- Opening Delimiter -
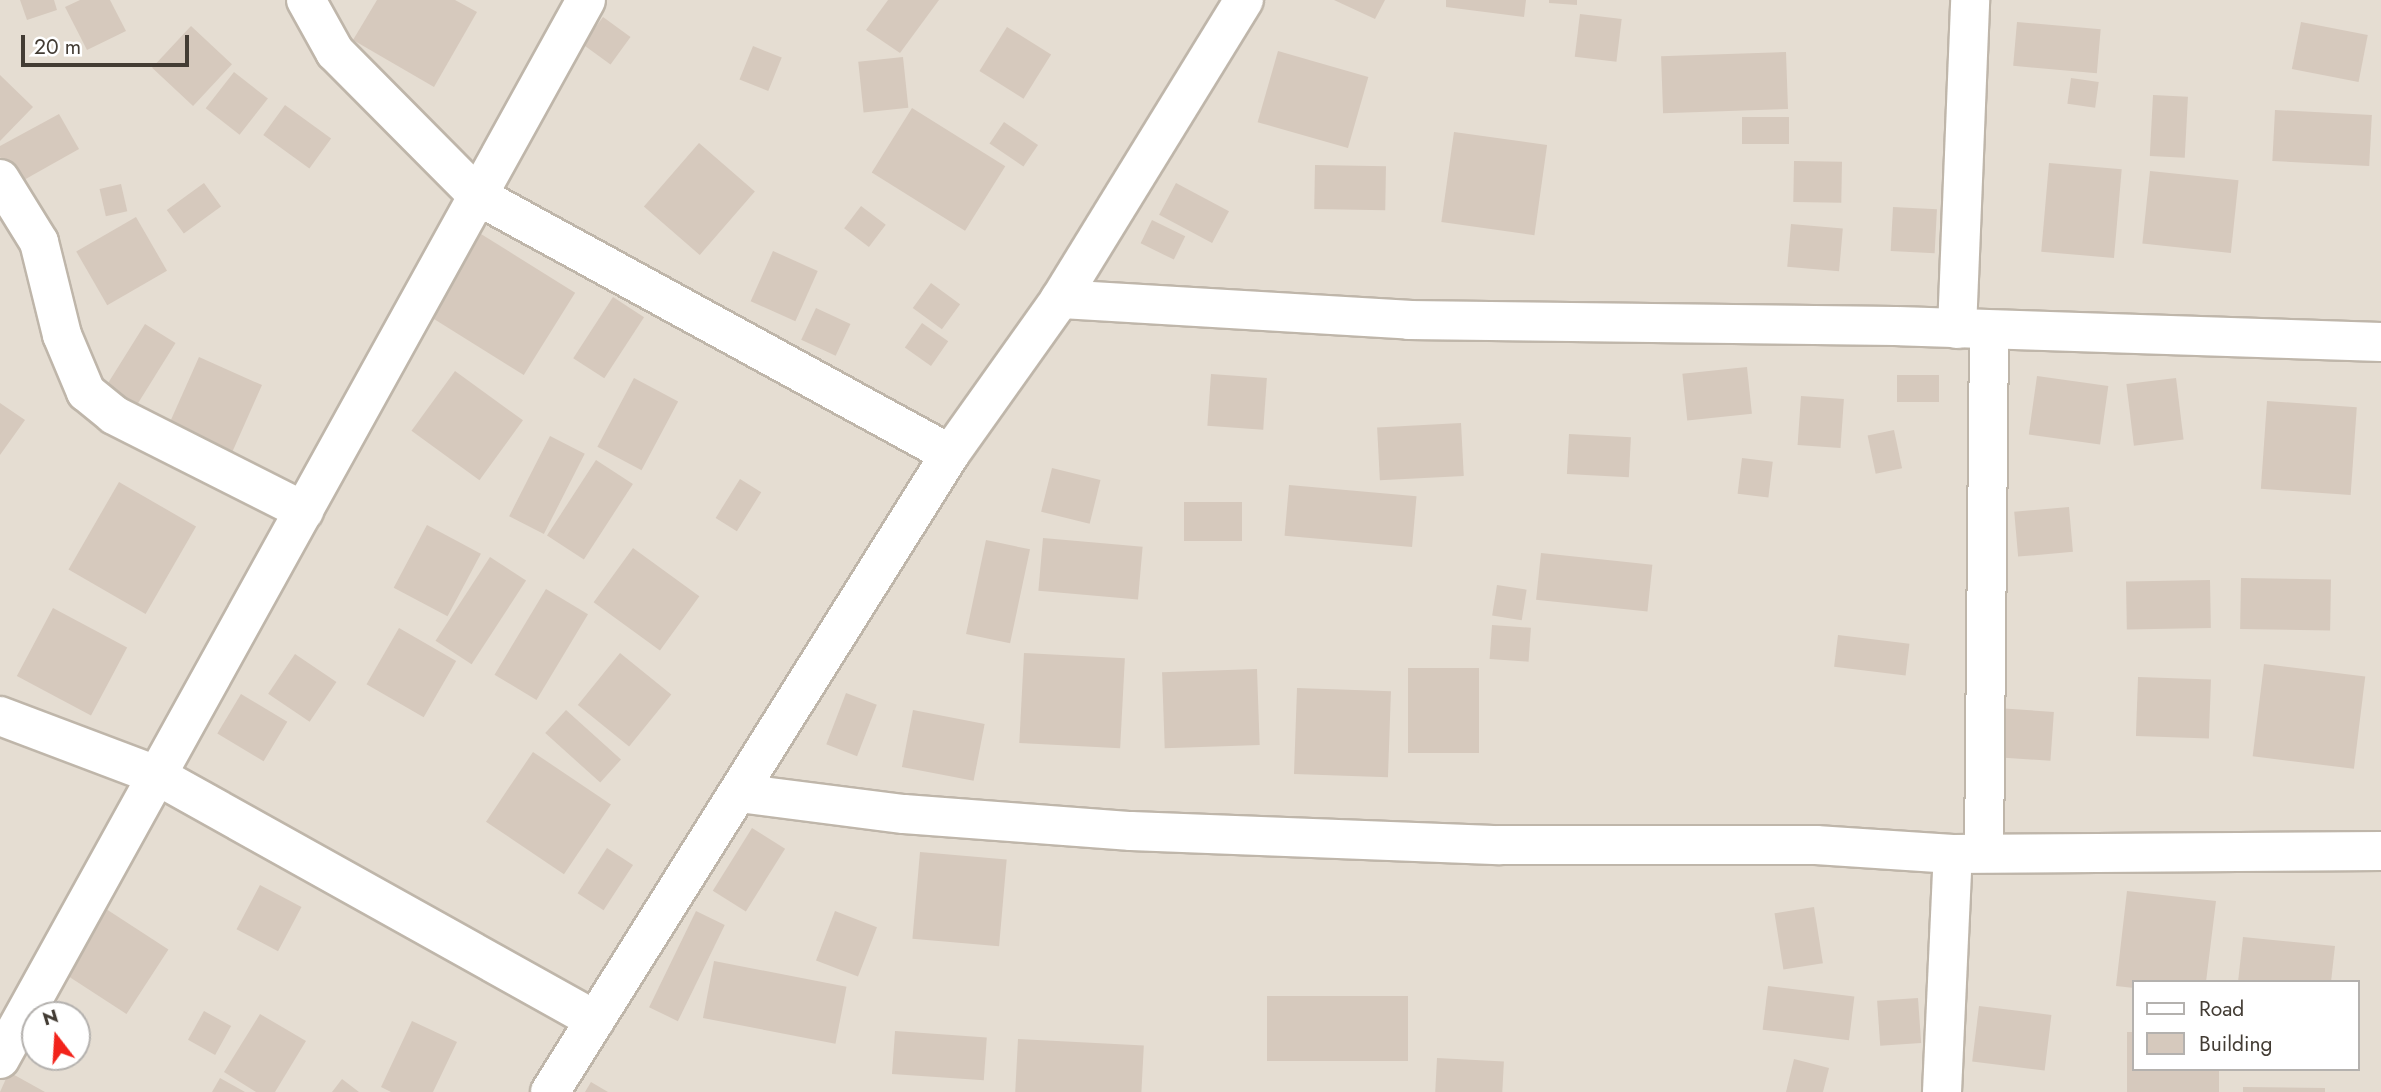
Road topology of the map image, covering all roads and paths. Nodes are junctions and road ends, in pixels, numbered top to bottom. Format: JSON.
{"nodes":[{"id":1,"x":306,"y":0,"type":"edge"},
{"id":2,"x":586,"y":0,"type":"edge"},
{"id":3,"x":1244,"y":0,"type":"edge"},
{"id":4,"x":1970,"y":0,"type":"edge"},
{"id":5,"x":0,"y":179,"type":"edge"},
{"id":6,"x":478,"y":196,"type":"junction"},
{"id":7,"x":1060,"y":299,"type":"junction"},
{"id":8,"x":1973,"y":330,"type":"junction"},
{"id":9,"x":2381,"y":342,"type":"edge"},
{"id":10,"x":950,"y":454,"type":"junction"},
{"id":11,"x":304,"y":511,"type":"junction"},
{"id":12,"x":0,"y":716,"type":"edge"},
{"id":13,"x":156,"y":775,"type":"junction"},
{"id":14,"x":739,"y":793,"type":"junction"},
{"id":15,"x":2381,"y":851,"type":"edge"},
{"id":16,"x":1968,"y":853,"type":"junction"},
{"id":17,"x":595,"y":1020,"type":"junction"},
{"id":18,"x":0,"y":1059,"type":"edge"},
{"id":19,"x":550,"y":1092,"type":"edge"},
{"id":20,"x":1942,"y":1092,"type":"edge"}],
"edges":[{"from":1,"to":6,"type":"street"},
{"from":2,"to":6,"type":"street"},
{"from":3,"to":7,"type":"street"},
{"from":4,"to":8,"type":"street"},
{"from":5,"to":11,"type":"street"},
{"from":6,"to":10,"type":"street"},
{"from":6,"to":11,"type":"street"},
{"from":7,"to":8,"type":"street"},
{"from":7,"to":10,"type":"street"},
{"from":8,"to":9,"type":"street"},
{"from":8,"to":16,"type":"street"},
{"from":10,"to":14,"type":"street"},
{"from":11,"to":13,"type":"street"},
{"from":12,"to":13,"type":"street"},
{"from":13,"to":17,"type":"street"},
{"from":13,"to":18,"type":"street"},
{"from":14,"to":16,"type":"street"},
{"from":14,"to":17,"type":"street"},
{"from":15,"to":16,"type":"street"},
{"from":16,"to":20,"type":"street"},
{"from":17,"to":19,"type":"street"}]}
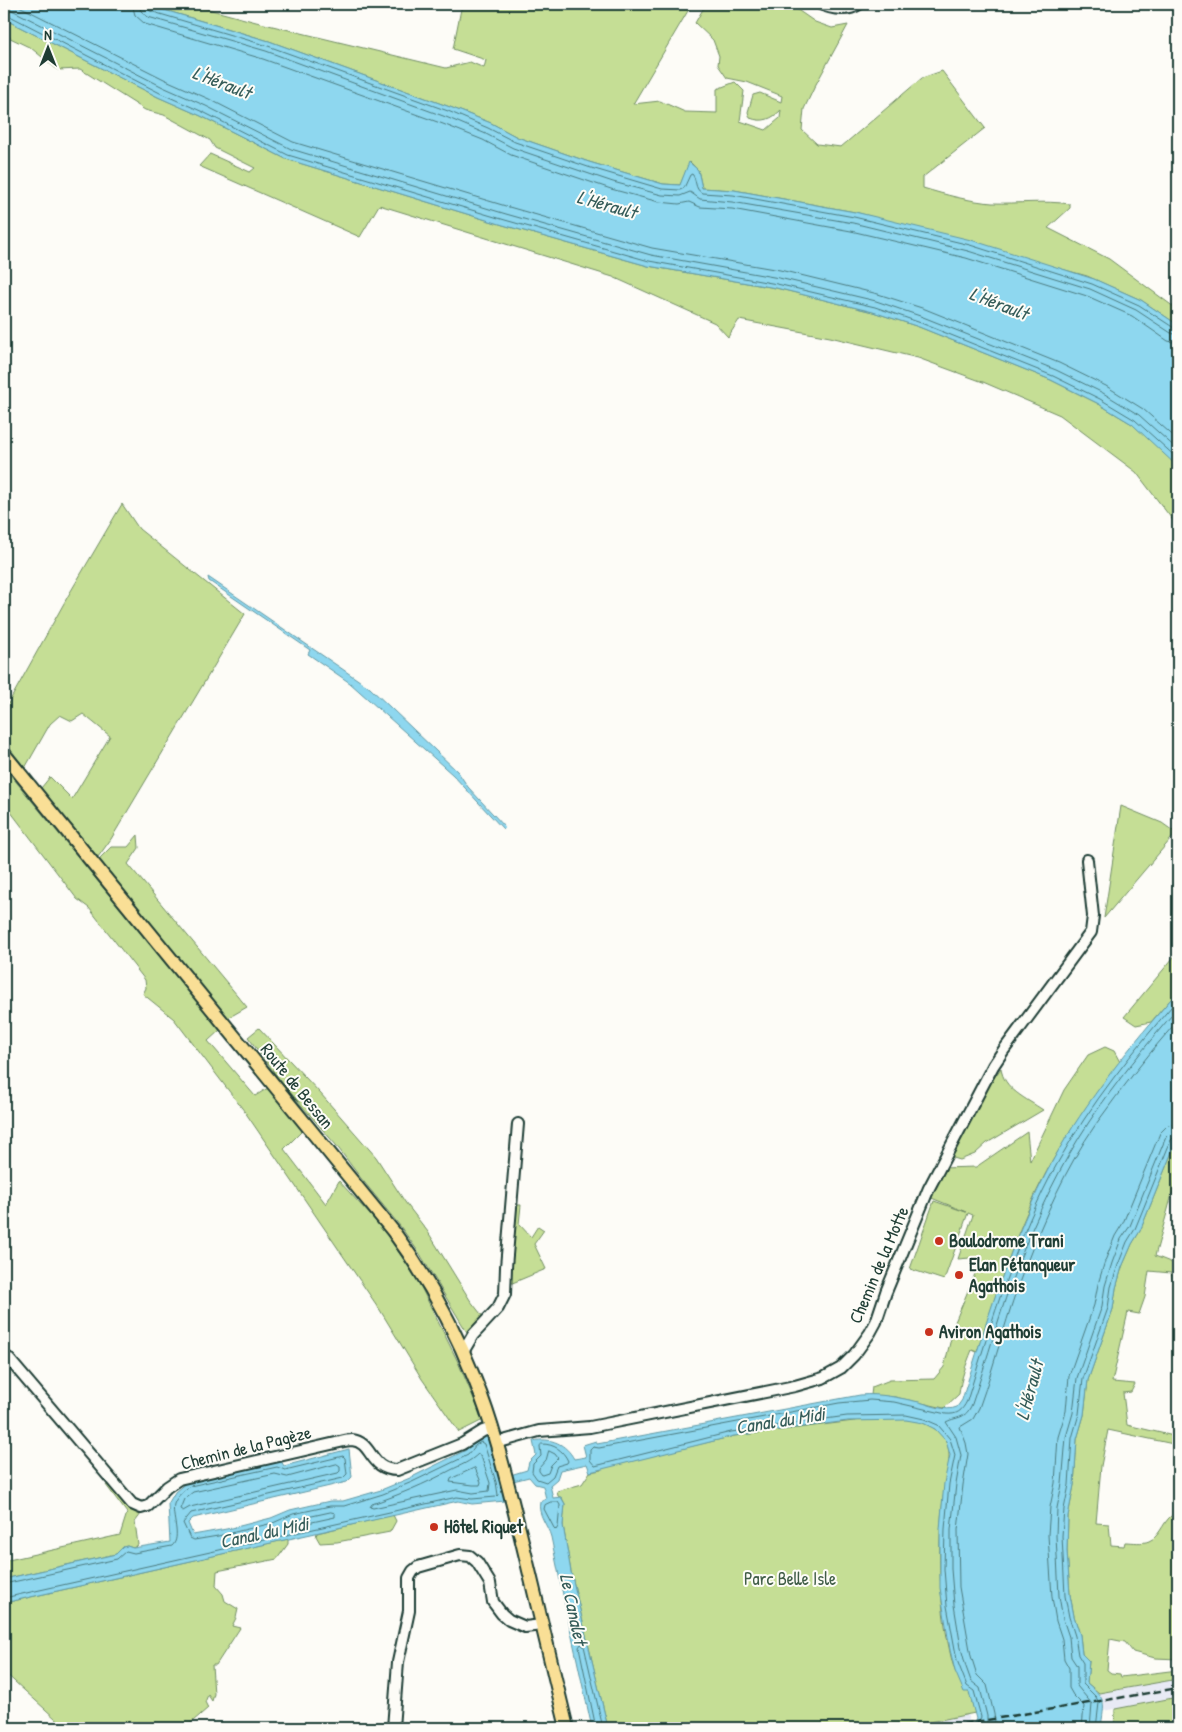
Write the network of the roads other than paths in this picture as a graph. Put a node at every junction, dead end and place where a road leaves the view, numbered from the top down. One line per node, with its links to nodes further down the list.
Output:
1 (820, 4): 2 (street)
2 (859, 4)
3 (4, 754): 6 (main road, Route de Bessan)
4 (1087, 860): 9 (street, Chemin de la Motte)
5 (518, 1124): 6 (street)
6 (461, 1349): 8 (main road, Route de Bessan)
7 (4, 1356): 8 (street, Chemin de la Pagèze)
8 (492, 1428): 9 (main road, Route de Bessan)
9 (496, 1443): 10 (main road, Route de Bessan)
10 (542, 1625): 11 (street); 12 (main road, Route de Bessan)
11 (393, 1728)
12 (567, 1728)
- Closing Delimiter -
| WHAT YOU WILL DO |
When copying, output the data exactly and leave out the pictures.

| WRITTEN ANSWER |
Road topology of the map image, covering all roads and paths. Nodes are junctions and road ends, in pixels, numbered top to bottom. Format: JSON.
{"nodes":[{"id":1,"x":306,"y":0,"type":"edge"},
{"id":2,"x":586,"y":0,"type":"edge"},
{"id":3,"x":1244,"y":0,"type":"edge"},
{"id":4,"x":1970,"y":0,"type":"edge"},
{"id":5,"x":0,"y":179,"type":"edge"},
{"id":6,"x":478,"y":196,"type":"junction"},
{"id":7,"x":1060,"y":299,"type":"junction"},
{"id":8,"x":1973,"y":330,"type":"junction"},
{"id":9,"x":2381,"y":342,"type":"edge"},
{"id":10,"x":950,"y":454,"type":"junction"},
{"id":11,"x":304,"y":511,"type":"junction"},
{"id":12,"x":0,"y":716,"type":"edge"},
{"id":13,"x":156,"y":775,"type":"junction"},
{"id":14,"x":739,"y":793,"type":"junction"},
{"id":15,"x":2381,"y":851,"type":"edge"},
{"id":16,"x":1968,"y":853,"type":"junction"},
{"id":17,"x":595,"y":1020,"type":"junction"},
{"id":18,"x":0,"y":1059,"type":"edge"},
{"id":19,"x":550,"y":1092,"type":"edge"},
{"id":20,"x":1942,"y":1092,"type":"edge"}],
"edges":[{"from":1,"to":6,"type":"street"},
{"from":2,"to":6,"type":"street"},
{"from":3,"to":7,"type":"street"},
{"from":4,"to":8,"type":"street"},
{"from":5,"to":11,"type":"street"},
{"from":6,"to":10,"type":"street"},
{"from":6,"to":11,"type":"street"},
{"from":7,"to":8,"type":"street"},
{"from":7,"to":10,"type":"street"},
{"from":8,"to":9,"type":"street"},
{"from":8,"to":16,"type":"street"},
{"from":10,"to":14,"type":"street"},
{"from":11,"to":13,"type":"street"},
{"from":12,"to":13,"type":"street"},
{"from":13,"to":17,"type":"street"},
{"from":13,"to":18,"type":"street"},
{"from":14,"to":16,"type":"street"},
{"from":14,"to":17,"type":"street"},
{"from":15,"to":16,"type":"street"},
{"from":16,"to":20,"type":"street"},
{"from":17,"to":19,"type":"street"}]}
Write the network of the roads other than paths in this picture as a graph. Put a node at every junction, dead end and place where a road leaves the view, numbered from the top down. One line per node, with its links to nodes further down the list.
Output:
1 (820, 4): 2 (street)
2 (859, 4)
3 (4, 754): 6 (main road, Route de Bessan)
4 (1087, 860): 9 (street, Chemin de la Motte)
5 (518, 1124): 6 (street)
6 (461, 1349): 8 (main road, Route de Bessan)
7 (4, 1356): 8 (street, Chemin de la Pagèze)
8 (492, 1428): 9 (main road, Route de Bessan)
9 (496, 1443): 10 (main road, Route de Bessan)
10 (542, 1625): 11 (street); 12 (main road, Route de Bessan)
11 (393, 1728)
12 (567, 1728)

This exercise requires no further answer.